#### Directions for this task:
Look through the listing below for lines containing the word "exch". State only their number.
=-=-=
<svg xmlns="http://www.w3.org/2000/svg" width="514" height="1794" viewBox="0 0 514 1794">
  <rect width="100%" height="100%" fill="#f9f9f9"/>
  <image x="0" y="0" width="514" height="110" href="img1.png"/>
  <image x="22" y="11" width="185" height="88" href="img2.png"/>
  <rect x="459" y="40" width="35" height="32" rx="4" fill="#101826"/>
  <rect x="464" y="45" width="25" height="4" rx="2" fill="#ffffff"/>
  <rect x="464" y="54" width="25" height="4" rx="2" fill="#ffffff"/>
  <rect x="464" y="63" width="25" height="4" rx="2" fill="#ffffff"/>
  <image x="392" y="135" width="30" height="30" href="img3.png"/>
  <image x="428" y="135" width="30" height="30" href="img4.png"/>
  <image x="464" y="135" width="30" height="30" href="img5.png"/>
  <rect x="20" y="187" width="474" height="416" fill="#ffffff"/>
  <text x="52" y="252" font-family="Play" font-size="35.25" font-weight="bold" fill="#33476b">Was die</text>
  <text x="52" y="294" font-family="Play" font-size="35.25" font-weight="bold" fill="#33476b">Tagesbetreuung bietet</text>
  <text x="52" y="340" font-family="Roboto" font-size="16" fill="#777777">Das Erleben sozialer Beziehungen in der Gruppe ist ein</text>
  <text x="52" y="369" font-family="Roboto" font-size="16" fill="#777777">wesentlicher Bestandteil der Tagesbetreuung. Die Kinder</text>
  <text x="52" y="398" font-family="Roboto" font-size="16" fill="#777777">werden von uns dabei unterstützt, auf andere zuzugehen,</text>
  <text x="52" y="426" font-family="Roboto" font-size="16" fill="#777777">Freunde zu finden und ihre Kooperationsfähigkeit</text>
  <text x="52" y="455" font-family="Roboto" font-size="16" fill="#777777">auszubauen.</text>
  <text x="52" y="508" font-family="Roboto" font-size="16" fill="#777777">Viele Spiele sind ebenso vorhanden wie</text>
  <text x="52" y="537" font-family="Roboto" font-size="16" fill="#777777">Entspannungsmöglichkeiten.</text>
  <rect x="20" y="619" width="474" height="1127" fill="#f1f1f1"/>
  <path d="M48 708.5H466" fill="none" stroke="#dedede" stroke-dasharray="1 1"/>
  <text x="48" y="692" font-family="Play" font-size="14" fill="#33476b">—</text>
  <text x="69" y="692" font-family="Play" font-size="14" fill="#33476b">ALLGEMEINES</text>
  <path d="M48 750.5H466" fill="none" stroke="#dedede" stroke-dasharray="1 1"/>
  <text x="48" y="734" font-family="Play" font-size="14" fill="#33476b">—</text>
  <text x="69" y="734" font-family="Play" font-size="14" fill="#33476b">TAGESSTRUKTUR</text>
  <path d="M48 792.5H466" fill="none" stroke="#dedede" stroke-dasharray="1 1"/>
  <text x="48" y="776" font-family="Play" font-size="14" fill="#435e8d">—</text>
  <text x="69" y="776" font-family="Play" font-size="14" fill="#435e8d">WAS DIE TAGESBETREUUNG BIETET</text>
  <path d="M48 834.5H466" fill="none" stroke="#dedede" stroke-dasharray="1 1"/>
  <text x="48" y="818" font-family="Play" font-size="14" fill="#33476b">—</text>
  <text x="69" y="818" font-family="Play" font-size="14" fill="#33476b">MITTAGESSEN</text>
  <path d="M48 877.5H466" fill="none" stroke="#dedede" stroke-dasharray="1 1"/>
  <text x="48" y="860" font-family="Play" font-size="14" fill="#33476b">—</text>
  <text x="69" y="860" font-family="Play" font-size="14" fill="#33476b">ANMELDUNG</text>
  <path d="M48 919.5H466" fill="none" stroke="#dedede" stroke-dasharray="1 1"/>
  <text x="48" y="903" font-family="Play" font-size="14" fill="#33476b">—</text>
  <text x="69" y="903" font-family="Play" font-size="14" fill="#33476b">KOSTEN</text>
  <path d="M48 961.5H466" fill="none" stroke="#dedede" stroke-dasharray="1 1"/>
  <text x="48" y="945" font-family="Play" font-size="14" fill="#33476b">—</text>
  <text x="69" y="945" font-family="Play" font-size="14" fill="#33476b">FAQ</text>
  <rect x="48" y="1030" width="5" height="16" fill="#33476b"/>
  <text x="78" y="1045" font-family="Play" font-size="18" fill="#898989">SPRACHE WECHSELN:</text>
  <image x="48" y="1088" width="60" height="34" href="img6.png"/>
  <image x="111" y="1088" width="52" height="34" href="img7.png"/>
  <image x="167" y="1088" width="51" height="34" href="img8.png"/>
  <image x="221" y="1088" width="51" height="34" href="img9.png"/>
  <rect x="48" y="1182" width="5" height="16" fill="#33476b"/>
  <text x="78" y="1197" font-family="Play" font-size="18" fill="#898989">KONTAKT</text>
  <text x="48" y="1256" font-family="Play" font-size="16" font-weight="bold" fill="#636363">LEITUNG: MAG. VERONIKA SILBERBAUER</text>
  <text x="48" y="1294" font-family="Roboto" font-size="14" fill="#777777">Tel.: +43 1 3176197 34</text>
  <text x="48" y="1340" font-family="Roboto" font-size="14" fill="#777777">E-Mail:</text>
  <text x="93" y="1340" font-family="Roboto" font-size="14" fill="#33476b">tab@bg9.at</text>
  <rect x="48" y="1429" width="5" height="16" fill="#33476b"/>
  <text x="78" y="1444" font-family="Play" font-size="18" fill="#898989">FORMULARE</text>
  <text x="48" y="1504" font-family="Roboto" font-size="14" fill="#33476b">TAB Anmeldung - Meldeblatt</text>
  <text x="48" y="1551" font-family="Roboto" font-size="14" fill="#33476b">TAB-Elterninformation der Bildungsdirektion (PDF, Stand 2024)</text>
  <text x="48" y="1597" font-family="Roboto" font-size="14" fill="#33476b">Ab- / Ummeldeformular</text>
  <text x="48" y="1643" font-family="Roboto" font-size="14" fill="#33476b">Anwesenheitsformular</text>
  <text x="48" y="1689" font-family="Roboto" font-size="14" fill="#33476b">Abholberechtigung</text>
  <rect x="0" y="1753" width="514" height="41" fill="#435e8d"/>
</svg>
=-=-=
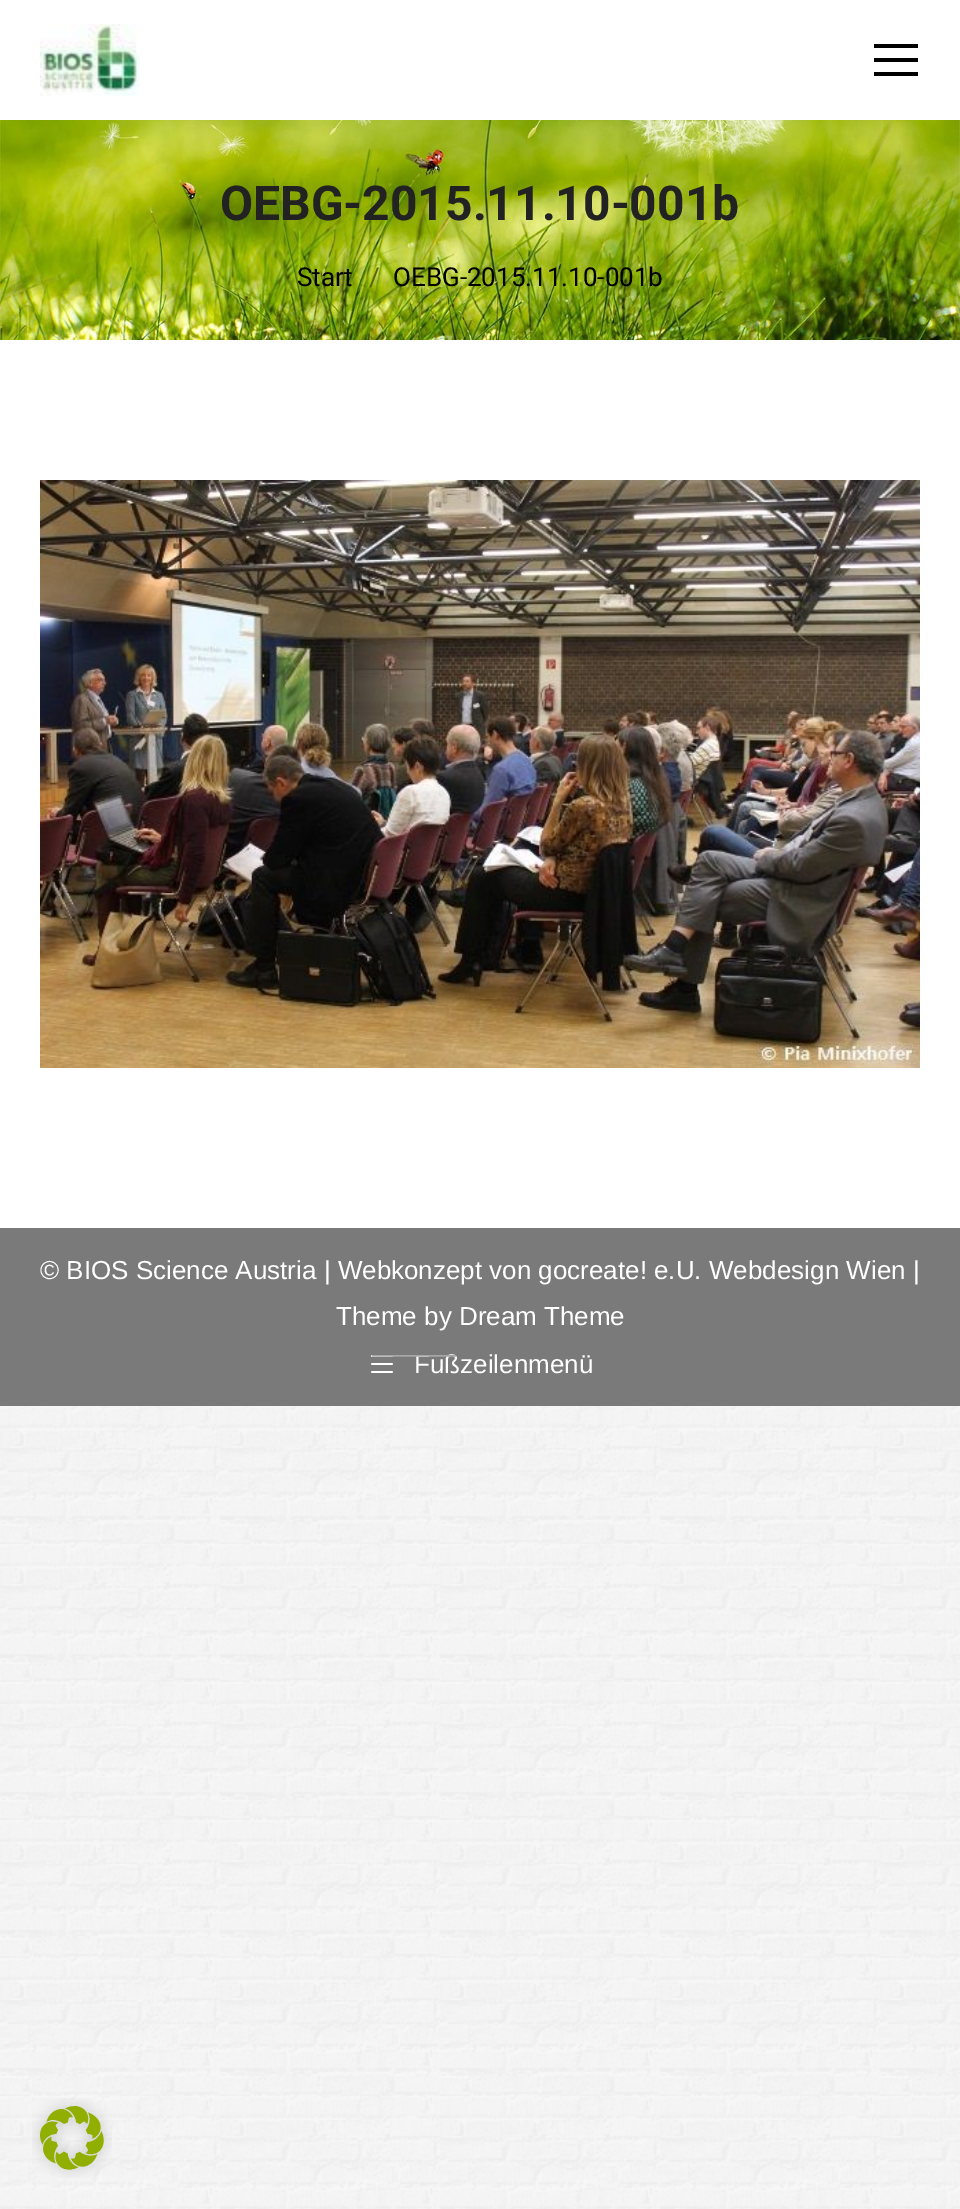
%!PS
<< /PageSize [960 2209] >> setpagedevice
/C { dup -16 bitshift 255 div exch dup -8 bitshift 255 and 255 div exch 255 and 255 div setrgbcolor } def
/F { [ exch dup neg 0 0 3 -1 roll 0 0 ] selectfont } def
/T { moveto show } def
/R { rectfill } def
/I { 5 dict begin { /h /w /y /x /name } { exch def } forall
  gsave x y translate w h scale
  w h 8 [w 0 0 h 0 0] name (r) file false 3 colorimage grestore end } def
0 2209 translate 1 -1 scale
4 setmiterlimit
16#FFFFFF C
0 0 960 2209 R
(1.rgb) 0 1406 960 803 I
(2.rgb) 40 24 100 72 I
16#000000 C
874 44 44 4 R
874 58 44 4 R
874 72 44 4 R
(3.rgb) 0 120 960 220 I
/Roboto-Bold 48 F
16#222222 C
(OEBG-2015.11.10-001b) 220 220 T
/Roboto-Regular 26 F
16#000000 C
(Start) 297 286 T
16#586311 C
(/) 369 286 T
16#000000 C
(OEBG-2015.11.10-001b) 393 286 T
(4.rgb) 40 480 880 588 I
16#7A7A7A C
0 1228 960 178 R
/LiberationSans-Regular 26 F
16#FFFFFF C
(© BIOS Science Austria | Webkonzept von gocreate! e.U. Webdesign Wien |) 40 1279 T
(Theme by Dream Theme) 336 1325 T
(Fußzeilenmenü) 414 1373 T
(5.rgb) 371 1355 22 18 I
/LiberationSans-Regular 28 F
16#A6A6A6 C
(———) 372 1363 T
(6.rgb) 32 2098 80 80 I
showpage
=-=-=
#### Output for this task:
3